THE RECORDS Block Start

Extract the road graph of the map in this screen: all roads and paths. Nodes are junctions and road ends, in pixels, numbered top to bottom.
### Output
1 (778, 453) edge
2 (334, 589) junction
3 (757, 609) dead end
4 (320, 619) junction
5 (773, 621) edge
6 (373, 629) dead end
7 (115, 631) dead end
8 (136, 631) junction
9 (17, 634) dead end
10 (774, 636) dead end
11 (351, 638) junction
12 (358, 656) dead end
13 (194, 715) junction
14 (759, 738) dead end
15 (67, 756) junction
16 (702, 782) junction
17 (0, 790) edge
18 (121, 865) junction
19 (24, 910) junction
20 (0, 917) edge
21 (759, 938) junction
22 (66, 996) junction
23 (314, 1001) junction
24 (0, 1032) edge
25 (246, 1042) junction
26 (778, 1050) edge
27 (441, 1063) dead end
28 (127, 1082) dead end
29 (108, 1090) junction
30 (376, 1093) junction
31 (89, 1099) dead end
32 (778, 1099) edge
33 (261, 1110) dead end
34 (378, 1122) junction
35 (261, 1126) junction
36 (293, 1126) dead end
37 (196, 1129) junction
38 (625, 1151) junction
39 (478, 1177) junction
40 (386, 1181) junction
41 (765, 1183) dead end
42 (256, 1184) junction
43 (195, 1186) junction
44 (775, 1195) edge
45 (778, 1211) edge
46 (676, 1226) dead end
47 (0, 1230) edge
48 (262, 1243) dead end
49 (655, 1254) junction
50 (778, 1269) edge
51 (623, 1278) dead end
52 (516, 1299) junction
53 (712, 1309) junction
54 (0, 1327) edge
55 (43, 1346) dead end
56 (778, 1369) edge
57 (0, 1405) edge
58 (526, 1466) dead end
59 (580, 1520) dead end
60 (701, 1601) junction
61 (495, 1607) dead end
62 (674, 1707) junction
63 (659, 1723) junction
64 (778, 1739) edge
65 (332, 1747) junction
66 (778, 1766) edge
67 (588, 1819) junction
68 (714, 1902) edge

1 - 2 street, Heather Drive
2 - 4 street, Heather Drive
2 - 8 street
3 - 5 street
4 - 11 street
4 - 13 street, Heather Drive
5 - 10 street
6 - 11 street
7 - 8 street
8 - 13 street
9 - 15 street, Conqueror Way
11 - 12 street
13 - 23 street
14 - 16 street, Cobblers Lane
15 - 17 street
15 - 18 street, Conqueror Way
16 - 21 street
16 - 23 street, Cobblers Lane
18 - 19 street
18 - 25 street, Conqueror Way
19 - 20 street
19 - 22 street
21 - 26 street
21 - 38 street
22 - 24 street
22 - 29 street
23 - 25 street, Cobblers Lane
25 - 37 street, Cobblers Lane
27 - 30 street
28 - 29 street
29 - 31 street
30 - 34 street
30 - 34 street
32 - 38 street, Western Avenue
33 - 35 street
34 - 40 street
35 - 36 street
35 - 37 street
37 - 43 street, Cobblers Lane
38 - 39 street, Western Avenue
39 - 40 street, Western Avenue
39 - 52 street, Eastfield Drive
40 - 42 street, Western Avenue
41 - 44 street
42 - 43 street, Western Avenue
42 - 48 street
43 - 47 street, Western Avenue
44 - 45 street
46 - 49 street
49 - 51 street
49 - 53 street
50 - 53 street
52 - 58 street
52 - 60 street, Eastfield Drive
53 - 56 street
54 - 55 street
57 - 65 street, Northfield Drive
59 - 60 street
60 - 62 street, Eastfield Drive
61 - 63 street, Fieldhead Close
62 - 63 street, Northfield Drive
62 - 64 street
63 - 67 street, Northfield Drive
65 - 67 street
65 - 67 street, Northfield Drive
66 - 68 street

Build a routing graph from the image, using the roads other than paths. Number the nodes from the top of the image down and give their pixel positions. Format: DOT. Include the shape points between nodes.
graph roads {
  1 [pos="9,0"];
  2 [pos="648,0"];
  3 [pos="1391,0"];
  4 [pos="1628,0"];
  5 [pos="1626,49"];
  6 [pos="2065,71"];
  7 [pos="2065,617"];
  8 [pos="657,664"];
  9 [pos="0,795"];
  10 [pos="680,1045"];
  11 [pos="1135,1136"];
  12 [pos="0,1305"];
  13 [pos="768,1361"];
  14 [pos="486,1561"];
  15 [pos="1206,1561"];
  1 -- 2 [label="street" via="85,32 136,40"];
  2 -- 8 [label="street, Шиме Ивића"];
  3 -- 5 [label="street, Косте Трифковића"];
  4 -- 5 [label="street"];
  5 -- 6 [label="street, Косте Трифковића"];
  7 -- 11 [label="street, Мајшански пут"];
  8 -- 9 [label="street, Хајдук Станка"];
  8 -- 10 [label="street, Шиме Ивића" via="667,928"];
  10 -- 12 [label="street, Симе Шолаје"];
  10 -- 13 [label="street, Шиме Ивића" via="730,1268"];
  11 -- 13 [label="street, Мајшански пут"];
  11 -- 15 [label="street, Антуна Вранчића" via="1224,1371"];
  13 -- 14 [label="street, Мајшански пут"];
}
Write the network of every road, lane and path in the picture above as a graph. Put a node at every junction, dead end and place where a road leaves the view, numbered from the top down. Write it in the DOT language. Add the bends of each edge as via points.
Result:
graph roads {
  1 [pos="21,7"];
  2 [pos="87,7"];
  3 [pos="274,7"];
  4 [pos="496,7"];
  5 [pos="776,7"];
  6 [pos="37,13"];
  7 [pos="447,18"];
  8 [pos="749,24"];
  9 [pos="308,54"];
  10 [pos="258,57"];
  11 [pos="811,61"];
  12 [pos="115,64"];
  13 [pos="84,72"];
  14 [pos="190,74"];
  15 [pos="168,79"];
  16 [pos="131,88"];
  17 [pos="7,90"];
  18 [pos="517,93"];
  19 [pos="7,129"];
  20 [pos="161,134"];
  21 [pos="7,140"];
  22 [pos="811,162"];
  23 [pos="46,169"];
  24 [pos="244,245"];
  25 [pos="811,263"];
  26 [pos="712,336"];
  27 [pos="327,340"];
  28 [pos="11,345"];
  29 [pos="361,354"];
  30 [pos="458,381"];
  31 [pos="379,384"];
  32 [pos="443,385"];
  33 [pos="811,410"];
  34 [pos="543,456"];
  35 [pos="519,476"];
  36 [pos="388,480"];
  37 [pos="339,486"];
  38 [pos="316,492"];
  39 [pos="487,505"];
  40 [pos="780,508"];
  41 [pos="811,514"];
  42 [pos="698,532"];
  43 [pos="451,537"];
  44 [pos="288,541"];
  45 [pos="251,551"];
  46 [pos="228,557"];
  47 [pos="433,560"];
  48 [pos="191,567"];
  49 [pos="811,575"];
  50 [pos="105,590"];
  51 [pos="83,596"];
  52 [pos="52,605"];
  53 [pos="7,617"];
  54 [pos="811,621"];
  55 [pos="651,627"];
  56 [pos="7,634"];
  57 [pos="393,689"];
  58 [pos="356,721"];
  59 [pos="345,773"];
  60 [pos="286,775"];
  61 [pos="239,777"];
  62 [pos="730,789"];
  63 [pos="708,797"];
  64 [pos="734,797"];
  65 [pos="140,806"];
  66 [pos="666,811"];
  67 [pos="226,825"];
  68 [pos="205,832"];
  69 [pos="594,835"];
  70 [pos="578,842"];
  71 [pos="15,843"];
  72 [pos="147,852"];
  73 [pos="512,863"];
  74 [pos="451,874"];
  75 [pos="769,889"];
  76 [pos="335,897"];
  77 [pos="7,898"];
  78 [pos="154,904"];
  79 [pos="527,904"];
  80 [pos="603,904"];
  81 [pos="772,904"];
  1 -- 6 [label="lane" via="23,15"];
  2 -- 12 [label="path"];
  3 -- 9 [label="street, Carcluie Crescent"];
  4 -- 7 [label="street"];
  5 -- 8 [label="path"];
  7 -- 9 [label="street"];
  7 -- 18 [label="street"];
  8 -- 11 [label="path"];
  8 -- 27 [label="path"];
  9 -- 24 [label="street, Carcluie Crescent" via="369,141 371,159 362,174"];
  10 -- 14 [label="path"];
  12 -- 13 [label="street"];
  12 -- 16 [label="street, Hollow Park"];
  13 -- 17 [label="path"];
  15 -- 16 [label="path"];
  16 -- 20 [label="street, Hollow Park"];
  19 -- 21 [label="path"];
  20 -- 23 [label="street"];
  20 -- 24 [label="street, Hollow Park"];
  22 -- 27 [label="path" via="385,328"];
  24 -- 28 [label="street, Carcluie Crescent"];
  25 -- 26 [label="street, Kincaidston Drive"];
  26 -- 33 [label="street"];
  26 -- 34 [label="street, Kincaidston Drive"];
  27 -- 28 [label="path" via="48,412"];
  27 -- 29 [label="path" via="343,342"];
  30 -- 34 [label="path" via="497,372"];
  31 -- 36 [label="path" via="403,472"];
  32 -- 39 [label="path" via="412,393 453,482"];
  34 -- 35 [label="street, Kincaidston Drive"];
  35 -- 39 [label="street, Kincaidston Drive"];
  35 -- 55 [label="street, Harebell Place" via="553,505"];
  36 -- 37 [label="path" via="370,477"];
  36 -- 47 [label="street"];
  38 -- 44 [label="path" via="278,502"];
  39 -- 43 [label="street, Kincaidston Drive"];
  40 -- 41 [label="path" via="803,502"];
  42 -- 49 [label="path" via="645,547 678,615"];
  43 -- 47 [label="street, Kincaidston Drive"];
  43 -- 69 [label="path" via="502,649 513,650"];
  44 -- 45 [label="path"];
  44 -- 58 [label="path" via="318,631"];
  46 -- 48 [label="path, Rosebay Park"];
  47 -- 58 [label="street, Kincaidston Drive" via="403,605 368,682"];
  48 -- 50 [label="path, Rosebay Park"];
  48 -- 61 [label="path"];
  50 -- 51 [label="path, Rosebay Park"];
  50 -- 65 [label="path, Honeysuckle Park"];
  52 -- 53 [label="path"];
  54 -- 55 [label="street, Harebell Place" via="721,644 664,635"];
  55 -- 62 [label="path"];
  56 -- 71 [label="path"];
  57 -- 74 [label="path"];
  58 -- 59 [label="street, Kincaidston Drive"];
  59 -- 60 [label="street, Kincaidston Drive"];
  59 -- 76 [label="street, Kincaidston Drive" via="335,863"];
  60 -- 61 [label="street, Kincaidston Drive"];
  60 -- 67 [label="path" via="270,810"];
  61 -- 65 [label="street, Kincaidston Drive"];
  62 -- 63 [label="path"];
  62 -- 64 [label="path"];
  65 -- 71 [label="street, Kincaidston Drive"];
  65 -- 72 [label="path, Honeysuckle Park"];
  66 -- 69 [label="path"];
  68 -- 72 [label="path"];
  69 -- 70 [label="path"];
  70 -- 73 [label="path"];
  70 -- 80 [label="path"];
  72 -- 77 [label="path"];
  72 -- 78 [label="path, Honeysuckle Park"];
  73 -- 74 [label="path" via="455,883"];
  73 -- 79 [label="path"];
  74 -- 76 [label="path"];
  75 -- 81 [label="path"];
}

THE RECORDS Block End

**EXERCISE DESCRIPTION:** Filter the entries above down to the lines containing the word "roads".

**EXERCISE SOLUTION:**
Extract the road graph of the map in this screen: all roads and paths. Nodes are junctions and road ends, in pixels, numbered top to bottom.
Build a routing graph from the image, using the roads other than paths. Number the nodes from the top of the image down and give their pixel positions. Format: DOT. Include the shape points between nodes.
graph roads {
graph roads {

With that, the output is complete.